Isso desencadeou uma briga mortal: Blanka vs. Socó, dois catatauzinhos com menos de 1,70m cada um, se agarrando numa luta à la Street Fighter, só que muito desorquestrada e feia de se assistir, em que houve até uma tentativa de golpe de judô ippon no meio.
Enquanto nos digladiávamos, os demais dentro do carro se acabavam de rir. Mas, para tentar nos separar, como o carro estava estacionado numa rua levemente reta, soltaram o freio de mão, fazendo o carro se mover lentamente para trás. Funcionou, me fez largar a briga e voltar correndo, já muito esquentado, além de estapeado. Mas todo esse circo também chamou a atenção dos paladinos da segurança uspiana: a Guarda da USP, os verdadeiros protagonistas dessa história.

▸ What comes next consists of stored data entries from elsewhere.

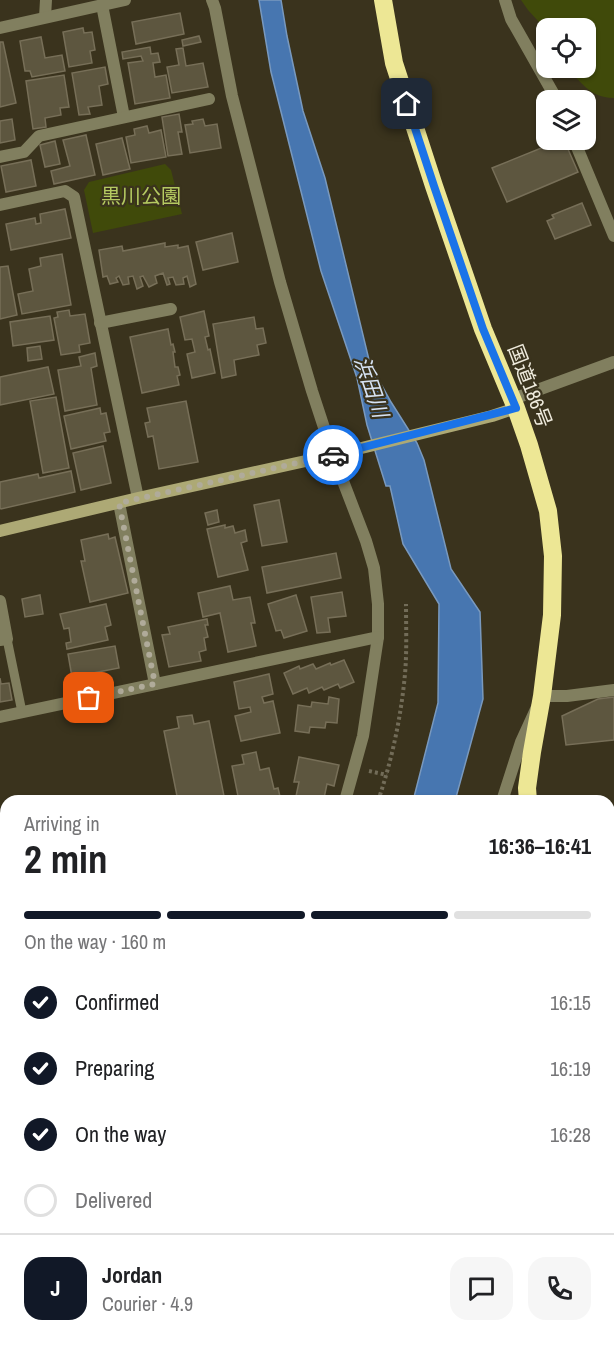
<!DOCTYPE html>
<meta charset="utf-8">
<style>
:root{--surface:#fff;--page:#f6f6f6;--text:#202124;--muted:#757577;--line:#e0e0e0;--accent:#111827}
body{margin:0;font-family:"Archivo Narrow","Noto Sans JP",sans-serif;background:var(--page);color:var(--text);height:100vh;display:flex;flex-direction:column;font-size:22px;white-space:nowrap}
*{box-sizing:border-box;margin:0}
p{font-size:20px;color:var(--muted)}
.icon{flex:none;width:33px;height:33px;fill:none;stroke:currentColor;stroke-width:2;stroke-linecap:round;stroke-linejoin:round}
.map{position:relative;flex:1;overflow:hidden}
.sheet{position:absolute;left:0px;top:795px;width:615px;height:558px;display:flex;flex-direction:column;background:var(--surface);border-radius:18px 18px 0 0;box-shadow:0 2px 4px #0004}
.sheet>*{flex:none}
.buttons{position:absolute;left:536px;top:18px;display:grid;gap:12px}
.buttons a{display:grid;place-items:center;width:60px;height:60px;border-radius:12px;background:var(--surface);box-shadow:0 2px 4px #0004;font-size:30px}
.pin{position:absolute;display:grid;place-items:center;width:51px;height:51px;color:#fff;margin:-26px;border-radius:12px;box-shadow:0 3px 9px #0006}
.courier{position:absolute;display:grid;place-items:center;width:60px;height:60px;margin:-30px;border:4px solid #1a73e8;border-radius:50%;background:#fff;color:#222;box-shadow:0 2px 8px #0007}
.summary em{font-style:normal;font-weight:800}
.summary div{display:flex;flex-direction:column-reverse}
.summary{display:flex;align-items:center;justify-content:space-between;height:102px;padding:0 24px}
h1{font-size:39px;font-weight:800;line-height:45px}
.bar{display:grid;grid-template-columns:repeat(4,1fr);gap:9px 6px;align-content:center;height:72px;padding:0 24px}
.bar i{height:8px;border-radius:4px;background:var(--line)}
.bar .current{background:var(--accent)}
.bar p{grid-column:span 4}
.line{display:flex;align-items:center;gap:15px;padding:0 24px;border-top:2px solid var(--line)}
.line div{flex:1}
.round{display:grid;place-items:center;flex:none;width:63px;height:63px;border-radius:18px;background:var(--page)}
ol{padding:0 24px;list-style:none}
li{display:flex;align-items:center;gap:18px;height:66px}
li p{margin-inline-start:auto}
li .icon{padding:6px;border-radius:50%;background:var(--accent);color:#fff;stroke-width:4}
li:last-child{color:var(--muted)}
li i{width:33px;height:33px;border:3px solid var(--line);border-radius:50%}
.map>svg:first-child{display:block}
</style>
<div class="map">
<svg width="614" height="1353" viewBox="0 0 614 1353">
<rect width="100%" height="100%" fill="#3a331d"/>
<!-- green -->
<g fill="#404a0a">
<path d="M 521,0 L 614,0 L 614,98 C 586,97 584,81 564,68 L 585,68 L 585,28 L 546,28 L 546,50 L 539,22 L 528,10 Z"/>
<polygon points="165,164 171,170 182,214 93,233 84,190 89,182"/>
</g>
<!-- water -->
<polygon fill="#4776b0" stroke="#7999be" stroke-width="1.5" points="259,0 281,0 287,36 303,111 325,178 370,364 391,402 417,443 424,460 451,569 480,612 483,699 455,801 413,801 438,703 439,604 403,544 390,486 386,486 367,425 357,378 321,271 271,72"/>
<!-- building -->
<g fill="#5d563f" stroke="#776f58" stroke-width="1.5">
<polygon points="180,13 184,34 136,44 132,22"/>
<polygon points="83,28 84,33 92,32 95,50 90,51 92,63 69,67 63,32"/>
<polygon points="199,36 201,42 183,46 182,40"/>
<polygon points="41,37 45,58 62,55 65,71 32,77 30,71 25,71 20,41"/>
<polygon points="0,42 3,42 16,103 0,107"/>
<polygon points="150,47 151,54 158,53 160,62 153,63 155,77 166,75 170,98 135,104 128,63 143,61 141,56 123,59 122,52"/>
<polygon points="183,48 186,66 203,63 208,87 172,93 167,67 179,65 176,49"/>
<polygon points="105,67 108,84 99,86 102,105 88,107 90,114 79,115 72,73"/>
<polygon points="64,75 69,107 60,108 61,115 45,118 46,127 33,129 26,81"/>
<polygon points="179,114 182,132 178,132 182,154 168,156 162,117"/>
<polygon points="12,119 15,140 0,143 0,121"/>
<polygon points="203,119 205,126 217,124 221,148 190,153 185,125 193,124 192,121"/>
<polygon points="147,126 149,133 161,130 166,157 131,163 126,137 135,135 134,129"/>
<polygon points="86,135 95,175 54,184 51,171 70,166 63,140"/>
<polygon points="122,138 130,169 103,175 96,144"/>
<polygon points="561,140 564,140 578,172 507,202 492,168"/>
<polygon points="55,141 60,164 45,167 40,145"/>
<polygon points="31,160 36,186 6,192 1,166"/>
<polygon points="582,203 591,225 555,239 547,221 554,218 552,215"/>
<polygon points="65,209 71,238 11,250 6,224 35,218 36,224 41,223 40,214"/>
<polygon points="232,233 238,262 203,270 196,242"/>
<polygon points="165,243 165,247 178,245 178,248 188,246 196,284 190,287 187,276 183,278 184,284 176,285 173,277 168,278 170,284 167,285 163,273 155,276 157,283 149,287 143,276 140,277 143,286 137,289 133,276 128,277 129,284 123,285 119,276 116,278 118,282 110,284 107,276 103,277 99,250 122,246 123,251"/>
<polygon points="62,254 71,305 22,314 18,294 33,291 29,269 41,266 40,258"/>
<polygon points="8,266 17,315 0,319 0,267"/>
<polygon points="69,310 70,316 85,314 90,343 79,345 80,352 61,355 54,318 58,317 57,312"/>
<polygon points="204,311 209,336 205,337 208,350 210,349 215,373 192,378 187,354 195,352 192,339 185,340 180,317"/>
<polygon points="50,316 54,340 13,346 10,322"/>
<polygon points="254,317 256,329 263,328 266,343 257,345 259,355 234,360 236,375 222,378 213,324"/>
<polygon points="168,329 171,345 173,344 175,352 173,352 175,367 178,367 180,375 177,376 179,385 142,393 130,337"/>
<polygon points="40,346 42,359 28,361 27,348"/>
<polygon points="95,353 97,366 91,368 97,405 65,411 58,370 81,366 79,357"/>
<polygon points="48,367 54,394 0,405 0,377"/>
<polygon points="56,397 69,468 43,473 30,401"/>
<polygon points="186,401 198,462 159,469 153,436 148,437 145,423 150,422 147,408"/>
<polygon points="100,408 101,414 106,413 110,432 104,433 106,441 71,449 64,416"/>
<polygon points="103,446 111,483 81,490 73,453"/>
<polygon points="71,471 75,492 1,509 0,508 0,482 38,474 39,478"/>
<polygon points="279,500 287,542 262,546 254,505"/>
<polygon points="217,510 219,522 208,525 205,513"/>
<polygon points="225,525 225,528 233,526 235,533 245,530 247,541 241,543 248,570 218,577 207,529"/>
<polygon points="108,534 109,539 115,537 128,593 90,602 81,561 85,561 81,540"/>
<polygon points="336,553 341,578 267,593 262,567"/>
<polygon points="230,586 233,600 250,597 255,623 251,623 256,646 228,652 220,613 203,617 198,593"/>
<polygon points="342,592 346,616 328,618 330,632 317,633 311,597"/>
<polygon points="40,595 43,614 25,617 22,599"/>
<polygon points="296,595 307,631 284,638 281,630 276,631 268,604"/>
<polygon points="106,604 111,625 105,627 108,640 67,649 66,643 71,642 69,628 64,629 60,614"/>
<polygon points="207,619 208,625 205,625 208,637 204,638 206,650 199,652 201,661 169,667 162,635 170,634 168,627"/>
<polygon points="115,646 119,668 72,677 68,654"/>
<polygon points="344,660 354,682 340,688 338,684 324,690 322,687 309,693 307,688 293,694 284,673 299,666 300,669 313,664 316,669 330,663 331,665"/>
<polygon points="269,674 273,694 262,697 264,703 273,701 280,733 241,741 235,716 251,712 250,707 239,709 234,682"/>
<polygon points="0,678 1,684 9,683 12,700 0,702"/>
<polygon points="329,697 339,699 337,723 326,722 325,728 310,727 309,733 295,731 298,705 311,707 312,702 328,704"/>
<polygon points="614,697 614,740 566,745 562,716 598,699"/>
<polygon points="192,715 194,724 209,721 225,801 178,801 164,731 179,728 177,717"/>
<polygon points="256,752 260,770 269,768 274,789 278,788 281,801 239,801 232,766 244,764 242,755"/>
<polygon points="299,757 339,765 334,786 327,784 324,798 329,799 329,801 295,801 299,782 294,782"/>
<polygon points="6,1058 6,1103 0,1104 0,1059"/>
<polygon points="6,1319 6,1347 34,1347 35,1353 0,1353 0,1320"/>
<polygon points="126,1347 155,1347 153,1353 125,1353"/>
</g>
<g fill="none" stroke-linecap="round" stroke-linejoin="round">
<!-- path -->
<g stroke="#726c58" stroke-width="4" stroke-dasharray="3 3" stroke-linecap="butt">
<polyline points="369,771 387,775"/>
<path d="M 378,801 C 392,760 401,717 405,674 C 407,651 406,627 406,604"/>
</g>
<!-- lane -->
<polyline stroke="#817f5f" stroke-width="9" points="7,639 22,712"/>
<!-- street -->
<g stroke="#817f5f" stroke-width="12">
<polyline points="212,0 215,8 232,96 280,282 312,391 333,455 366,541 374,568 378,604 378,637 363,736 345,801"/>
<polyline points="505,0 511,19 557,100"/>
<polyline points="102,5 124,117"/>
<polyline points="45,17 46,0"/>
<polyline points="0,28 125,0"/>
<polyline points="574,140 614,236"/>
<polyline points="0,157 24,152 39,136 209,99"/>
<polyline points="0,205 65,191 74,197 138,498"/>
<polyline points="100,323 171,309"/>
<polyline points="513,399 614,362"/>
<polyline points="119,503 155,684"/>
<polyline points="0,601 7,639 0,640"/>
<polyline points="0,717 378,637"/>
<polyline points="502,801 521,742 542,696 567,696 614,690"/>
<polyline points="609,1064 614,1054"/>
<polyline points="169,1353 170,1347"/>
<polyline points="435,1353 436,1347"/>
<polyline points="548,1353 549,1347"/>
</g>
<!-- secondary -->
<g stroke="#ada975" stroke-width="12">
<polyline points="0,531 138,498 333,455 492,416 516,408"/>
<polyline points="0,1270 6,1269"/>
<polyline points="307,1353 308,1347"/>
</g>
<!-- highway -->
<g stroke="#ede795" stroke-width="18">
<polyline points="383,0 394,63 434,186 483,329 516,408 529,445 548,511 553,556 552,615 542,696 532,752 527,788 528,801"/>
<polyline points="609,1030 614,1040"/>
</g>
</g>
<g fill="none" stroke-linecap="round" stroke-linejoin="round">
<!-- done -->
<polyline stroke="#b0ab9a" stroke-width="6" stroke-dasharray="0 10.8" points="89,698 155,684 119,503 333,455"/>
<!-- route -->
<polyline stroke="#1a73e8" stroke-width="8" points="333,455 516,408 483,329 434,186 407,104"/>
</g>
<g text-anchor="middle" stroke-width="4.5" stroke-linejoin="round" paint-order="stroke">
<!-- park labels -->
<g font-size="20" fill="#b5ca61" stroke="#3a331d">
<text x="141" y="203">黒川公園</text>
</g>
<!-- street labels -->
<g font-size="20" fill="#efebdd" stroke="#3a331d">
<text transform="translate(530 386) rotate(69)" y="7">国道186号</text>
</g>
<!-- water labels -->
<g font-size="21" font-style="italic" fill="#d7e4f5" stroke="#3a331d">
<text transform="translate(371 387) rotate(71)" y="7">浜田川</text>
</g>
</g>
</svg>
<div class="buttons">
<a><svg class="icon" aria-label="locate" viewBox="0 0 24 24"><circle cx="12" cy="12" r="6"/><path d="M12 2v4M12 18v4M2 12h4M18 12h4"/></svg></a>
<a><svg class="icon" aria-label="layers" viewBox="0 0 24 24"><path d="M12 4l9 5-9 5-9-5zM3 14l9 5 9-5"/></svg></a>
</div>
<div class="pin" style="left:89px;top:698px;background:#ea580c"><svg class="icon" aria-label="bag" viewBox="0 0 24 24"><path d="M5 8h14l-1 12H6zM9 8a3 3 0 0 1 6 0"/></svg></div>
<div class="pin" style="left:407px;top:104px;background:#1f2937"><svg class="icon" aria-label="home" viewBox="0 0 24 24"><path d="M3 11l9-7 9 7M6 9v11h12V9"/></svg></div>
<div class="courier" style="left:333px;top:455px"><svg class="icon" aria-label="car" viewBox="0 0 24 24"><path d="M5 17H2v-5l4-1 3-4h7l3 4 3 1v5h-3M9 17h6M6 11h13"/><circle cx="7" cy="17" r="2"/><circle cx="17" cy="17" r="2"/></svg></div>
<section class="sheet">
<div class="summary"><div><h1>2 min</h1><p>Arriving in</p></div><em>16:36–16:41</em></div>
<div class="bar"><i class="current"></i><i class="current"></i><i class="current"></i><i></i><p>On the way · 160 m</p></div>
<ol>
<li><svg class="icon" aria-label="check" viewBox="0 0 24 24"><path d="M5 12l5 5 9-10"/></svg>Confirmed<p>16:15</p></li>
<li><svg class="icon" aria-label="check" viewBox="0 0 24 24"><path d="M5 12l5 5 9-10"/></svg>Preparing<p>16:19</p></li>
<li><svg class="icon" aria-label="check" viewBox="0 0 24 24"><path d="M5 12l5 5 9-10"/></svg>On the way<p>16:28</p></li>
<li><i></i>Delivered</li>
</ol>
<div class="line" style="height:108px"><b class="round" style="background:var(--accent);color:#fff">J</b><div><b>Jordan</b><p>Courier · 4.9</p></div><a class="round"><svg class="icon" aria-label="chat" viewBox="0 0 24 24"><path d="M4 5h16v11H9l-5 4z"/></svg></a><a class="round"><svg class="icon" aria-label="phone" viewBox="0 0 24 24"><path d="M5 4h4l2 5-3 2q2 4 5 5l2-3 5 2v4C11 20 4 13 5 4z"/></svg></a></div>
</section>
</div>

Ao chegarem e nos interrogarem, o silêncio pairou sobre o grupo. O que antes era uma brincadeira, agora envolvia tomarmos algum tipo de advertência ou suspensão. Pois que o guarda queria levar não somente a nós, mas até o carro para a guarita e lá darmos nossas explicações. Tentávamos, cada um, de maneira muito caótica, explicar sua (exagerada) versão. O guarda, sem entender nada. Até que Muffin, Celão e Pepino explicaram calmamente a desavença envolvendo os dois agora ex-amigos.
Então, tomado de seu espírito de justiça e fraternidade, o guarda proferiu sua sentença: “posso levar os dois pra guarita agora… ou… vocês se abraçam e fazem as pazes”. Isso mesmo, tal qual crianças brigando na frente dos pais e depois fazendo as pazes de dedinhos, essa foi nossa pena. Tão infantil quanto nossa briga, então há que se dizer que foi justa e cabível.
Ok, nos abraçamos, e já naquele mesmo abraço, rimos da situação e de quão humilhante estava sendo aquele abraço, na frente do guarda, e envolvendo a Guarda da USP… E sem o livro para a prova.
Afinal, a USP uniu este seleto grupo de amigos numa graduação, tão amigos que desavenças seriam inevitáveis, como tantas outras que ocorreram depois, mas que fizeram parte do nosso amadurecimento pela vida universitária. E que briga alguma, até hoje, jamais separou.